[Stored items]
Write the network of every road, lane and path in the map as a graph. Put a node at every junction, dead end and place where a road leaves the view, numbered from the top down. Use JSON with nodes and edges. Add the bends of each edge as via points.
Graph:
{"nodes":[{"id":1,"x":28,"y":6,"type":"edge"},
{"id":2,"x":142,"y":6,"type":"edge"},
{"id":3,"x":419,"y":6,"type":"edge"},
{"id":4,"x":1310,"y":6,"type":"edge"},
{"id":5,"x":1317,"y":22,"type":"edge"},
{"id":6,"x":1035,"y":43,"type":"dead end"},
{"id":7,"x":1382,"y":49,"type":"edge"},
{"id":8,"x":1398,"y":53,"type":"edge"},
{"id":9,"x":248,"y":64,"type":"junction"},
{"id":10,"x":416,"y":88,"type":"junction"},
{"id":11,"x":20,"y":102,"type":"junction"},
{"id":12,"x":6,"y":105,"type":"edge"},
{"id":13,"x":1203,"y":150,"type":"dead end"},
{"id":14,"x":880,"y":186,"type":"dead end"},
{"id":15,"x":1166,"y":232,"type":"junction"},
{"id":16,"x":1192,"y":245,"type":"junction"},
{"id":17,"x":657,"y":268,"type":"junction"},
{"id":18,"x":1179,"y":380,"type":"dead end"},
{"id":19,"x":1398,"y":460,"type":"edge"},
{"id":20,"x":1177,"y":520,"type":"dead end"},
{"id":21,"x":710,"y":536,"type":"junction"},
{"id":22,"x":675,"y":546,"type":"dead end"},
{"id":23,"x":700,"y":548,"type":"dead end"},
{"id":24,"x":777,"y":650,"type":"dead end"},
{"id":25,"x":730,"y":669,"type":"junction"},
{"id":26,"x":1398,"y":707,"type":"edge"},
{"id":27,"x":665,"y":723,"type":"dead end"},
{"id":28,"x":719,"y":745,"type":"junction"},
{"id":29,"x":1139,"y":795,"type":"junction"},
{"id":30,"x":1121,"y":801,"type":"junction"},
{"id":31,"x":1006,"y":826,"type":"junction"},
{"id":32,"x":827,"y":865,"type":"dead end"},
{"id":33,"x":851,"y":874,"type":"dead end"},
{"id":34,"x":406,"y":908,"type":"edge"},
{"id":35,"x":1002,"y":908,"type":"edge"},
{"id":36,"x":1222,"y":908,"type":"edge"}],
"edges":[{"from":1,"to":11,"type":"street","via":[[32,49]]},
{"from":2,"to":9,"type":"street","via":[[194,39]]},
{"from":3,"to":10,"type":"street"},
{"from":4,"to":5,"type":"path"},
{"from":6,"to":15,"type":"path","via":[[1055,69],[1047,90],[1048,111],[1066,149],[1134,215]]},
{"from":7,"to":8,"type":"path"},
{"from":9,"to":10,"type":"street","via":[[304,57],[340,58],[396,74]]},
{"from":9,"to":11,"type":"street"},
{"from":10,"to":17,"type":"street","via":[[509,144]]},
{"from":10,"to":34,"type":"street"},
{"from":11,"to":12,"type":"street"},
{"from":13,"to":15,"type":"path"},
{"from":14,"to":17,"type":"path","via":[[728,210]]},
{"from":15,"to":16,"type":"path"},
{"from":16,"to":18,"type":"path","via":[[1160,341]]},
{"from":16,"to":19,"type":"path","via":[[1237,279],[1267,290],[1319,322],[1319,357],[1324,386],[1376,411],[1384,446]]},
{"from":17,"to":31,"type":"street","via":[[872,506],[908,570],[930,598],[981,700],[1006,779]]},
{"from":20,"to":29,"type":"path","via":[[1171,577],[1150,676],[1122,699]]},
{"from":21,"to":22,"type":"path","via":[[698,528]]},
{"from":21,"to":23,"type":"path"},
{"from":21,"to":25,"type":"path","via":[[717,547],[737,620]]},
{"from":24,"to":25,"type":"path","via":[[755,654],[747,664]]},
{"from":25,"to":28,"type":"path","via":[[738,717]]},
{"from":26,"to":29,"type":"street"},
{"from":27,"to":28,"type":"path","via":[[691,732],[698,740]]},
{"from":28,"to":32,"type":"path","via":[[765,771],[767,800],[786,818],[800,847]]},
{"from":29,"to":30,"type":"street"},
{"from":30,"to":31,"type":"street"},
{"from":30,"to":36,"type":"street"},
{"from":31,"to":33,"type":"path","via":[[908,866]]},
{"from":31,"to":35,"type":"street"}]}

- Assigned task
Return the data above in full, keeping each line exactly as it stands.

- Problem solution
Write the network of every road, lane and path in the map as a graph. Put a node at every junction, dead end and place where a road leaves the view, numbered from the top down. Use JSON with nodes and edges. Add the bends of each edge as via points.
Graph:
{"nodes":[{"id":1,"x":28,"y":6,"type":"edge"},
{"id":2,"x":142,"y":6,"type":"edge"},
{"id":3,"x":419,"y":6,"type":"edge"},
{"id":4,"x":1310,"y":6,"type":"edge"},
{"id":5,"x":1317,"y":22,"type":"edge"},
{"id":6,"x":1035,"y":43,"type":"dead end"},
{"id":7,"x":1382,"y":49,"type":"edge"},
{"id":8,"x":1398,"y":53,"type":"edge"},
{"id":9,"x":248,"y":64,"type":"junction"},
{"id":10,"x":416,"y":88,"type":"junction"},
{"id":11,"x":20,"y":102,"type":"junction"},
{"id":12,"x":6,"y":105,"type":"edge"},
{"id":13,"x":1203,"y":150,"type":"dead end"},
{"id":14,"x":880,"y":186,"type":"dead end"},
{"id":15,"x":1166,"y":232,"type":"junction"},
{"id":16,"x":1192,"y":245,"type":"junction"},
{"id":17,"x":657,"y":268,"type":"junction"},
{"id":18,"x":1179,"y":380,"type":"dead end"},
{"id":19,"x":1398,"y":460,"type":"edge"},
{"id":20,"x":1177,"y":520,"type":"dead end"},
{"id":21,"x":710,"y":536,"type":"junction"},
{"id":22,"x":675,"y":546,"type":"dead end"},
{"id":23,"x":700,"y":548,"type":"dead end"},
{"id":24,"x":777,"y":650,"type":"dead end"},
{"id":25,"x":730,"y":669,"type":"junction"},
{"id":26,"x":1398,"y":707,"type":"edge"},
{"id":27,"x":665,"y":723,"type":"dead end"},
{"id":28,"x":719,"y":745,"type":"junction"},
{"id":29,"x":1139,"y":795,"type":"junction"},
{"id":30,"x":1121,"y":801,"type":"junction"},
{"id":31,"x":1006,"y":826,"type":"junction"},
{"id":32,"x":827,"y":865,"type":"dead end"},
{"id":33,"x":851,"y":874,"type":"dead end"},
{"id":34,"x":406,"y":908,"type":"edge"},
{"id":35,"x":1002,"y":908,"type":"edge"},
{"id":36,"x":1222,"y":908,"type":"edge"}],
"edges":[{"from":1,"to":11,"type":"street","via":[[32,49]]},
{"from":2,"to":9,"type":"street","via":[[194,39]]},
{"from":3,"to":10,"type":"street"},
{"from":4,"to":5,"type":"path"},
{"from":6,"to":15,"type":"path","via":[[1055,69],[1047,90],[1048,111],[1066,149],[1134,215]]},
{"from":7,"to":8,"type":"path"},
{"from":9,"to":10,"type":"street","via":[[304,57],[340,58],[396,74]]},
{"from":9,"to":11,"type":"street"},
{"from":10,"to":17,"type":"street","via":[[509,144]]},
{"from":10,"to":34,"type":"street"},
{"from":11,"to":12,"type":"street"},
{"from":13,"to":15,"type":"path"},
{"from":14,"to":17,"type":"path","via":[[728,210]]},
{"from":15,"to":16,"type":"path"},
{"from":16,"to":18,"type":"path","via":[[1160,341]]},
{"from":16,"to":19,"type":"path","via":[[1237,279],[1267,290],[1319,322],[1319,357],[1324,386],[1376,411],[1384,446]]},
{"from":17,"to":31,"type":"street","via":[[872,506],[908,570],[930,598],[981,700],[1006,779]]},
{"from":20,"to":29,"type":"path","via":[[1171,577],[1150,676],[1122,699]]},
{"from":21,"to":22,"type":"path","via":[[698,528]]},
{"from":21,"to":23,"type":"path"},
{"from":21,"to":25,"type":"path","via":[[717,547],[737,620]]},
{"from":24,"to":25,"type":"path","via":[[755,654],[747,664]]},
{"from":25,"to":28,"type":"path","via":[[738,717]]},
{"from":26,"to":29,"type":"street"},
{"from":27,"to":28,"type":"path","via":[[691,732],[698,740]]},
{"from":28,"to":32,"type":"path","via":[[765,771],[767,800],[786,818],[800,847]]},
{"from":29,"to":30,"type":"street"},
{"from":30,"to":31,"type":"street"},
{"from":30,"to":36,"type":"street"},
{"from":31,"to":33,"type":"path","via":[[908,866]]},
{"from":31,"to":35,"type":"street"}]}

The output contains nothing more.